Would you copy all lines in the data that contain the word "Pereira"?
Start of Source material
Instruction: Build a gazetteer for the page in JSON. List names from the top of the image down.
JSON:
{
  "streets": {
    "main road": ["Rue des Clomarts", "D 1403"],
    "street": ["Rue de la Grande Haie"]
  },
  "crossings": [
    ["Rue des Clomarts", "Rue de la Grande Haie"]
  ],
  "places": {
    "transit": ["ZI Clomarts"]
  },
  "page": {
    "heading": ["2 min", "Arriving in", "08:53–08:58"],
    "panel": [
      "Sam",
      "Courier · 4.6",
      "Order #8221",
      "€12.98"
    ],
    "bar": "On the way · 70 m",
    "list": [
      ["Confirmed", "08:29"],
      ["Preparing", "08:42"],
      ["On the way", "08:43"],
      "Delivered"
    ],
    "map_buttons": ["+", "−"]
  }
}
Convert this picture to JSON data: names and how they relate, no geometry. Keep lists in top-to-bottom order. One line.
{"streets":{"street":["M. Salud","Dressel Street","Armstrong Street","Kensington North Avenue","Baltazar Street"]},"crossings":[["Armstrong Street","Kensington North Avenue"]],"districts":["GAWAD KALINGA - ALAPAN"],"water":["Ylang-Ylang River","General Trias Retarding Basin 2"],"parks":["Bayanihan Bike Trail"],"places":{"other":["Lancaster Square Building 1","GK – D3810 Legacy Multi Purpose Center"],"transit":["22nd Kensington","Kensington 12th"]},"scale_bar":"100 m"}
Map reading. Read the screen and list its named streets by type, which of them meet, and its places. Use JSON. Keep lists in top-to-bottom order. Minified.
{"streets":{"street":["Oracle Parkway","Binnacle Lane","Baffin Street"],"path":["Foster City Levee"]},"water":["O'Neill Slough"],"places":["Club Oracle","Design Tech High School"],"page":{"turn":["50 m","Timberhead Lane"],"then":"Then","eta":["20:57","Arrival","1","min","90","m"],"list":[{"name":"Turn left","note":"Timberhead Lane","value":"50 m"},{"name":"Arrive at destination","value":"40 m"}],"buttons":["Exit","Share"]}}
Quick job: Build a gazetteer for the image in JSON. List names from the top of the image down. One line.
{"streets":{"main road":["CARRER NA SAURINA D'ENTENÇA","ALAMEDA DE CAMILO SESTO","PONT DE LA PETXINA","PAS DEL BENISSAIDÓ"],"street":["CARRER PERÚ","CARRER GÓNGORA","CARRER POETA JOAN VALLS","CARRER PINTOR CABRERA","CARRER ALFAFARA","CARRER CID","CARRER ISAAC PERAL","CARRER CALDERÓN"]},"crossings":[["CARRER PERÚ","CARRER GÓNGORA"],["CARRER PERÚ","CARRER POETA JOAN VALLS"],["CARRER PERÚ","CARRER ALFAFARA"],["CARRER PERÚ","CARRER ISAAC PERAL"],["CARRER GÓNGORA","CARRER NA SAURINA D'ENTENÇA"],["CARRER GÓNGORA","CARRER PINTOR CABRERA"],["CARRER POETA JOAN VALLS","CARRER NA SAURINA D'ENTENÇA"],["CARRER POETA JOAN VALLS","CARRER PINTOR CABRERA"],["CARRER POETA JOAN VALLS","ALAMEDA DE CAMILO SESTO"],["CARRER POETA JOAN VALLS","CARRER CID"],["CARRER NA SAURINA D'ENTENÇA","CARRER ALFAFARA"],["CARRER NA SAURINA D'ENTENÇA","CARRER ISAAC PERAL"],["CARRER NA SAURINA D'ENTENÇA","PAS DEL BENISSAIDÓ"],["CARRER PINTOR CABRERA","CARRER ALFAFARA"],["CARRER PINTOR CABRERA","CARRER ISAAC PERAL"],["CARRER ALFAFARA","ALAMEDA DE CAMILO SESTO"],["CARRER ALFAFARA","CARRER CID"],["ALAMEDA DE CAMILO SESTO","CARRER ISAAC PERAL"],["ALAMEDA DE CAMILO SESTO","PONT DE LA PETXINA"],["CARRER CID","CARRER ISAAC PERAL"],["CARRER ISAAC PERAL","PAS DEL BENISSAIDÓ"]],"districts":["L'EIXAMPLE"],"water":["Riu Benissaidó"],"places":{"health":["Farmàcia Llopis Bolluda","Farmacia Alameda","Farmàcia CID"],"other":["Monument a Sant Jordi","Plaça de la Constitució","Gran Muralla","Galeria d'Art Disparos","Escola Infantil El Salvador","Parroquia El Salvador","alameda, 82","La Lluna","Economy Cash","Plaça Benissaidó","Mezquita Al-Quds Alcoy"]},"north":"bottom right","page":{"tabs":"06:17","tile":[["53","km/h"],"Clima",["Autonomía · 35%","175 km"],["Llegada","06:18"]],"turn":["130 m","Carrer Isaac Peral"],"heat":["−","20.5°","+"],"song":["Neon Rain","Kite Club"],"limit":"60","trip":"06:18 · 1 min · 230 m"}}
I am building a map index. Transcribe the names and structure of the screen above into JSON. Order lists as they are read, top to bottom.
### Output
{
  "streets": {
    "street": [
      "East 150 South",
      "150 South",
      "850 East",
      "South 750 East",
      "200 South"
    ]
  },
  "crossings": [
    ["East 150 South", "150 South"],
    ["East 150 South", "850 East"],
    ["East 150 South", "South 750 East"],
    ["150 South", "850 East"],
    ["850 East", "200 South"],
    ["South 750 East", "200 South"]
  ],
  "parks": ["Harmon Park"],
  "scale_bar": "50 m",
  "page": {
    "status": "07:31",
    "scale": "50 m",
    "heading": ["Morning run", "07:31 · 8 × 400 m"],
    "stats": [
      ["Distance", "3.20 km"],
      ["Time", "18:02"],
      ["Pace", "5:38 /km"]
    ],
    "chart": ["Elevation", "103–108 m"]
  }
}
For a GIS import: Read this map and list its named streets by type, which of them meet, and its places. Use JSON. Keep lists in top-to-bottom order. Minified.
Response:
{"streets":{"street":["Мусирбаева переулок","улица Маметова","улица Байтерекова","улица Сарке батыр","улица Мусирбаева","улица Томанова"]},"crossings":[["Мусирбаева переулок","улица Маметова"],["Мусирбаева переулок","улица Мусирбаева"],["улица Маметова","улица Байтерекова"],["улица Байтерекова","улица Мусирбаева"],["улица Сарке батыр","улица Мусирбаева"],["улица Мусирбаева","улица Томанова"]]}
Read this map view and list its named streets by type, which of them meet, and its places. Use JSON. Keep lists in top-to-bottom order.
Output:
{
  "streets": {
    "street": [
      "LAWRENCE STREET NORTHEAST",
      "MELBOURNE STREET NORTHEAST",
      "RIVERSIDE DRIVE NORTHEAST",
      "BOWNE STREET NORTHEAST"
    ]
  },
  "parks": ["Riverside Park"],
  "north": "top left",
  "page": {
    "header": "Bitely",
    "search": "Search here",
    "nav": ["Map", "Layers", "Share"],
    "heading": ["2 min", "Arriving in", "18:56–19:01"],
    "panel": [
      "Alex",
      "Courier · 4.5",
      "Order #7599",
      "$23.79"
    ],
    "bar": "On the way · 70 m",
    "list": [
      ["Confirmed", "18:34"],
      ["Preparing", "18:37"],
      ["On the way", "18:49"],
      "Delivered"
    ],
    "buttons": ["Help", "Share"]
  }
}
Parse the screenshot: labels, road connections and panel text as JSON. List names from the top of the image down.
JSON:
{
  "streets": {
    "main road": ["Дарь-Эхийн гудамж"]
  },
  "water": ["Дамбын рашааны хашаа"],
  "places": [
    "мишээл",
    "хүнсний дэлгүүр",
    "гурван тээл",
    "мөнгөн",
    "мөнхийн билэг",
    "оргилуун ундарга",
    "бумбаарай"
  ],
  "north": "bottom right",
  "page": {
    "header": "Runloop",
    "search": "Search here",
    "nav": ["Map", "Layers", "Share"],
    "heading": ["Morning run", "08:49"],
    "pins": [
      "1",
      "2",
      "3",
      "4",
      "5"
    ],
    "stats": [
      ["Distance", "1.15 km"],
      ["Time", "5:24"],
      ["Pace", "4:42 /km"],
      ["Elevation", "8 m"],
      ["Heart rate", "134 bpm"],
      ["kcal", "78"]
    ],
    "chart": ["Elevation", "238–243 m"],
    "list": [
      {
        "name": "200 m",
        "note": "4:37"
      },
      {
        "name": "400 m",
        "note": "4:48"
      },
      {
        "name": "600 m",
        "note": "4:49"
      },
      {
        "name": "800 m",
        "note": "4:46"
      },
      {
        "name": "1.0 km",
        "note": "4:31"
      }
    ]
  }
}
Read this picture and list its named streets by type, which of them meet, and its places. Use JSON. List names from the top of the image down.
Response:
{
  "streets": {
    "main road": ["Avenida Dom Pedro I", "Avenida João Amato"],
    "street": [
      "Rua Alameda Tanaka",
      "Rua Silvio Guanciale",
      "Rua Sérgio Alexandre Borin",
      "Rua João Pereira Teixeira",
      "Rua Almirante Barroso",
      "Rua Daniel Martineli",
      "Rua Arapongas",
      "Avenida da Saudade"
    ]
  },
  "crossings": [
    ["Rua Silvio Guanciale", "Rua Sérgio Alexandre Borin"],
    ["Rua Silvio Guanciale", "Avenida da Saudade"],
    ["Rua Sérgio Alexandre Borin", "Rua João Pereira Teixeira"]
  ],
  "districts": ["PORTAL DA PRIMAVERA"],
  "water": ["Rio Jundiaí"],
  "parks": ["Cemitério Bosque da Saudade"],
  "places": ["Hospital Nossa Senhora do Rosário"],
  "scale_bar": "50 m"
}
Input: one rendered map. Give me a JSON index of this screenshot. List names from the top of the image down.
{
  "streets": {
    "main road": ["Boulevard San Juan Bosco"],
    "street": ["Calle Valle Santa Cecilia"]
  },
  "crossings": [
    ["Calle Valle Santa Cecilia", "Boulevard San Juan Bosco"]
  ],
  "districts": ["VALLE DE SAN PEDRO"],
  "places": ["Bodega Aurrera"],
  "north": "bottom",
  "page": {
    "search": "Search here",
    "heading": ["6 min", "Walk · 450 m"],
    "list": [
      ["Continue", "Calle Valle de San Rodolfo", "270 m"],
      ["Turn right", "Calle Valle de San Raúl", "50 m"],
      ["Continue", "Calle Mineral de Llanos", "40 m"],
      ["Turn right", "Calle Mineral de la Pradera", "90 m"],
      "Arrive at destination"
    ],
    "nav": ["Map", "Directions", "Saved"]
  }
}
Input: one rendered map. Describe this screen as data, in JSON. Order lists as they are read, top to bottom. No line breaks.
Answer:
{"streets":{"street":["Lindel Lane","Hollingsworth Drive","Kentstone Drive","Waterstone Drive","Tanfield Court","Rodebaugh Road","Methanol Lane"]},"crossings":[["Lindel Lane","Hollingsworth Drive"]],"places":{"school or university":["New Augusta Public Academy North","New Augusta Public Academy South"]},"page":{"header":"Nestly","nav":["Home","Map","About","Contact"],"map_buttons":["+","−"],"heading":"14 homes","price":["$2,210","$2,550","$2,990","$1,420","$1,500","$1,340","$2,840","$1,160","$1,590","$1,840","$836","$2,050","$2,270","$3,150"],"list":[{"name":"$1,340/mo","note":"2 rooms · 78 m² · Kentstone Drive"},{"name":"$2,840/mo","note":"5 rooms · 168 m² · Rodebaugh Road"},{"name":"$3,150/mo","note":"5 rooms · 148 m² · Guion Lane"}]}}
End of Source material
▶ _Problem solution_
      "Rua João Pereira Teixeira",
    ["Rua Sérgio Alexandre Borin", "Rua João Pereira Teixeira"]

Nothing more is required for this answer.